Copy every line of the entries that has the string "dead" in it.

Top of Dataset excerpts

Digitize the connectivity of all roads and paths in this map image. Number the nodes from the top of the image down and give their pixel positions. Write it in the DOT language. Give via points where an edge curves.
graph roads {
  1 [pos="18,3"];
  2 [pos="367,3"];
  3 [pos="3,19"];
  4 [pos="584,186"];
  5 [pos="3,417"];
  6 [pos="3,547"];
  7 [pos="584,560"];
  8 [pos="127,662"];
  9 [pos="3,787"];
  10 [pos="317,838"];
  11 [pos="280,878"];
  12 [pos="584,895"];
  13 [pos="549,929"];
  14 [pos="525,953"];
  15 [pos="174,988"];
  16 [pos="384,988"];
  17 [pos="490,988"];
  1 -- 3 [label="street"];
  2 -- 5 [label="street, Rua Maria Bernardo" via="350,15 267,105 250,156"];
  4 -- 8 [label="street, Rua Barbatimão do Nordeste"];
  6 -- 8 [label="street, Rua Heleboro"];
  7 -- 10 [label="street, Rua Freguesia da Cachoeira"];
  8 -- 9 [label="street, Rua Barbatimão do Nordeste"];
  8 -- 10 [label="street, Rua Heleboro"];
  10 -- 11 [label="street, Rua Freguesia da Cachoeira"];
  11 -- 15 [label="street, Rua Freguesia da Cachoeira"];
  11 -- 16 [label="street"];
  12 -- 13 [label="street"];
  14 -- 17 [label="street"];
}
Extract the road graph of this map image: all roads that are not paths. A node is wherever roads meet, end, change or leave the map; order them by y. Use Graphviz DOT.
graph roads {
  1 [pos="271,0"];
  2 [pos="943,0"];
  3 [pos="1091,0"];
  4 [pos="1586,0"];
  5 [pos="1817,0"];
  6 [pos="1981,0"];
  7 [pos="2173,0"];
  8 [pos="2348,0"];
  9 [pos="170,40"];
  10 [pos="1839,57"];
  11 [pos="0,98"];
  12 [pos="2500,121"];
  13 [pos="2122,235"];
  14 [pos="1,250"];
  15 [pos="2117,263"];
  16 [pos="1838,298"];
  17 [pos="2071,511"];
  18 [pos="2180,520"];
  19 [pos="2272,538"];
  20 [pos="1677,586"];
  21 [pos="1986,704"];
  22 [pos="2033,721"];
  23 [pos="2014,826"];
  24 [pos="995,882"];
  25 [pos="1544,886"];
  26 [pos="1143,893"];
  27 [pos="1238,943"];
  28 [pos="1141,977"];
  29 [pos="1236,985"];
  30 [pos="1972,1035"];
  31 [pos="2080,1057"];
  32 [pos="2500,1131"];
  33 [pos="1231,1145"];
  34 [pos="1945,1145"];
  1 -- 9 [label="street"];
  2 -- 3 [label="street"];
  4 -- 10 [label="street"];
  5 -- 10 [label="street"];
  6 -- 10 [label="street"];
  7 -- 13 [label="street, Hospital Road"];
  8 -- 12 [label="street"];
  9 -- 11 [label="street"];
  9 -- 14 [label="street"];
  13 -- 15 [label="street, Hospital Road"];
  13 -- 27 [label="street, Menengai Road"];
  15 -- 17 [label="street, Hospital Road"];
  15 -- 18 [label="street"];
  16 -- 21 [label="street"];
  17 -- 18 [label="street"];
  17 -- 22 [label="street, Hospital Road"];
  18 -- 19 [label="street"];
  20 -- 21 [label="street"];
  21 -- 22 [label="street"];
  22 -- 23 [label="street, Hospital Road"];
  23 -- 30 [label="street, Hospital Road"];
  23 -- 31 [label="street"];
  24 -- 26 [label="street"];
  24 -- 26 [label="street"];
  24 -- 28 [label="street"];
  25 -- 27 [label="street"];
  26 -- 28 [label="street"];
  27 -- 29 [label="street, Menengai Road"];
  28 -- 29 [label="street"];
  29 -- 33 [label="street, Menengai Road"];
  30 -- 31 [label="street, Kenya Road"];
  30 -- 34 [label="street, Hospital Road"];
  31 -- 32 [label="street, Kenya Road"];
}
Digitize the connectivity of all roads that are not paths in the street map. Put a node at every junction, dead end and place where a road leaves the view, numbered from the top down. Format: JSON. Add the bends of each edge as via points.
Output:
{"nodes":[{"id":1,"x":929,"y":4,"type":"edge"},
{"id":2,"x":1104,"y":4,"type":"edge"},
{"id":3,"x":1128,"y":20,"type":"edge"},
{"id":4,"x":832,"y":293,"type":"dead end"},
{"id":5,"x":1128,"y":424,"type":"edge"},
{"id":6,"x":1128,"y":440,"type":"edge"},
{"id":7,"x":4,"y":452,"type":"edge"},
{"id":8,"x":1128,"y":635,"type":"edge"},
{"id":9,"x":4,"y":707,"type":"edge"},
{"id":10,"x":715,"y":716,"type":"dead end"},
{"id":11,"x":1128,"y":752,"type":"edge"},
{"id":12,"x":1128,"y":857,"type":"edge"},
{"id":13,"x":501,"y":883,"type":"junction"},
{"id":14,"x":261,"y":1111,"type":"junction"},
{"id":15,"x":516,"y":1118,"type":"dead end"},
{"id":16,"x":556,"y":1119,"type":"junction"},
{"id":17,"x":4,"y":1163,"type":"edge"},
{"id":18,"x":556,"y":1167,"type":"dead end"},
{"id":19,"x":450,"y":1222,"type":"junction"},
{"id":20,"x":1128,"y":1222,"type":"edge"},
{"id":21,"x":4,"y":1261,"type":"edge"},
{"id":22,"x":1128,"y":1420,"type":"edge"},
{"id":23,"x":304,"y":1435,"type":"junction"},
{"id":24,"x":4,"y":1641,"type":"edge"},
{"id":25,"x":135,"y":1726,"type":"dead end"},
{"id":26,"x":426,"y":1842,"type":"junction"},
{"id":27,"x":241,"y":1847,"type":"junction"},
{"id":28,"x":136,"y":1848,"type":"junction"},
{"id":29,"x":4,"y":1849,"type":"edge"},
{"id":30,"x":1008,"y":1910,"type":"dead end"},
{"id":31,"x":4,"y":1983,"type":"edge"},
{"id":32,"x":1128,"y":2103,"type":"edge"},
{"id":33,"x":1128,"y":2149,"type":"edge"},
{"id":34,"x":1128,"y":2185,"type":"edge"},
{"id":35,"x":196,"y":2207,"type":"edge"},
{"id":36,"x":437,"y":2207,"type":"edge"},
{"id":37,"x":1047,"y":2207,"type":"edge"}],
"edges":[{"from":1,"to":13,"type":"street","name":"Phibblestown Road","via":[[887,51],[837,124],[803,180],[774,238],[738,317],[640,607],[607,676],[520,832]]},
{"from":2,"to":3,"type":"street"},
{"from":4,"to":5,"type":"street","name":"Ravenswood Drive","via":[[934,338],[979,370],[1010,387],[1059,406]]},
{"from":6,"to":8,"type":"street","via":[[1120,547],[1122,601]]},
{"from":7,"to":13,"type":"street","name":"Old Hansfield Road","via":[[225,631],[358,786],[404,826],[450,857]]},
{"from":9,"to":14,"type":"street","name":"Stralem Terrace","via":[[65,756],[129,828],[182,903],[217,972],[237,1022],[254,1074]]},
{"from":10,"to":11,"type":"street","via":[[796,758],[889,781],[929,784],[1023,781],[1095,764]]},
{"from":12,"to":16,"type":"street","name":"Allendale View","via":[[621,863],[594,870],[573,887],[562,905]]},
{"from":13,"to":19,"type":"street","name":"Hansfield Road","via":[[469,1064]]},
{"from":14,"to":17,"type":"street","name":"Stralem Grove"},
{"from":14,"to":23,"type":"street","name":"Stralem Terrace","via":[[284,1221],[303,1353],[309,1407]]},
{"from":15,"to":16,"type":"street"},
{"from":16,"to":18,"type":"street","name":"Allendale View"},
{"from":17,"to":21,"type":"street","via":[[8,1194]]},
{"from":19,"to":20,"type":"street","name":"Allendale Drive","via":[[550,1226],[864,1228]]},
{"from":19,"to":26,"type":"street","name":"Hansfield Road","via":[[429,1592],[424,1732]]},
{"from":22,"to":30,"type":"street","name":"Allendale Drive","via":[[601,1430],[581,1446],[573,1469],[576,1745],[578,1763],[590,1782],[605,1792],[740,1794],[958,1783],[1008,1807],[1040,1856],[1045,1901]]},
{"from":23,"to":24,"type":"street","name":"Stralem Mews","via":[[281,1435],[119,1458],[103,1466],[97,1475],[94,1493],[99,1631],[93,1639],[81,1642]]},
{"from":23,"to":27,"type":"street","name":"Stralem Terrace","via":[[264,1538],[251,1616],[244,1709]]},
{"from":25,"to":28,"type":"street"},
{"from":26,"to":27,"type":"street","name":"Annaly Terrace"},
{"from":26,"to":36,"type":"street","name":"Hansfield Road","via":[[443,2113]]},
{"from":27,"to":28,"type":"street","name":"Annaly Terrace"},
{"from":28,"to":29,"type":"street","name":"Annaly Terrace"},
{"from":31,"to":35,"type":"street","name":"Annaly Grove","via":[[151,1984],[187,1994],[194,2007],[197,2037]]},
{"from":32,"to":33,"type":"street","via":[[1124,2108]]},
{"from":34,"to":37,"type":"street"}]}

Bottom of Dataset excerpts

**Finished exercise:**
Digitize the connectivity of all roads that are not paths in the street map. Put a node at every junction, dead end and place where a road leaves the view, numbered from the top down. Format: JSON. Add the bends of each edge as via points.
{"id":4,"x":832,"y":293,"type":"dead end"},
{"id":10,"x":715,"y":716,"type":"dead end"},
{"id":15,"x":516,"y":1118,"type":"dead end"},
{"id":18,"x":556,"y":1167,"type":"dead end"},
{"id":25,"x":135,"y":1726,"type":"dead end"},
{"id":30,"x":1008,"y":1910,"type":"dead end"},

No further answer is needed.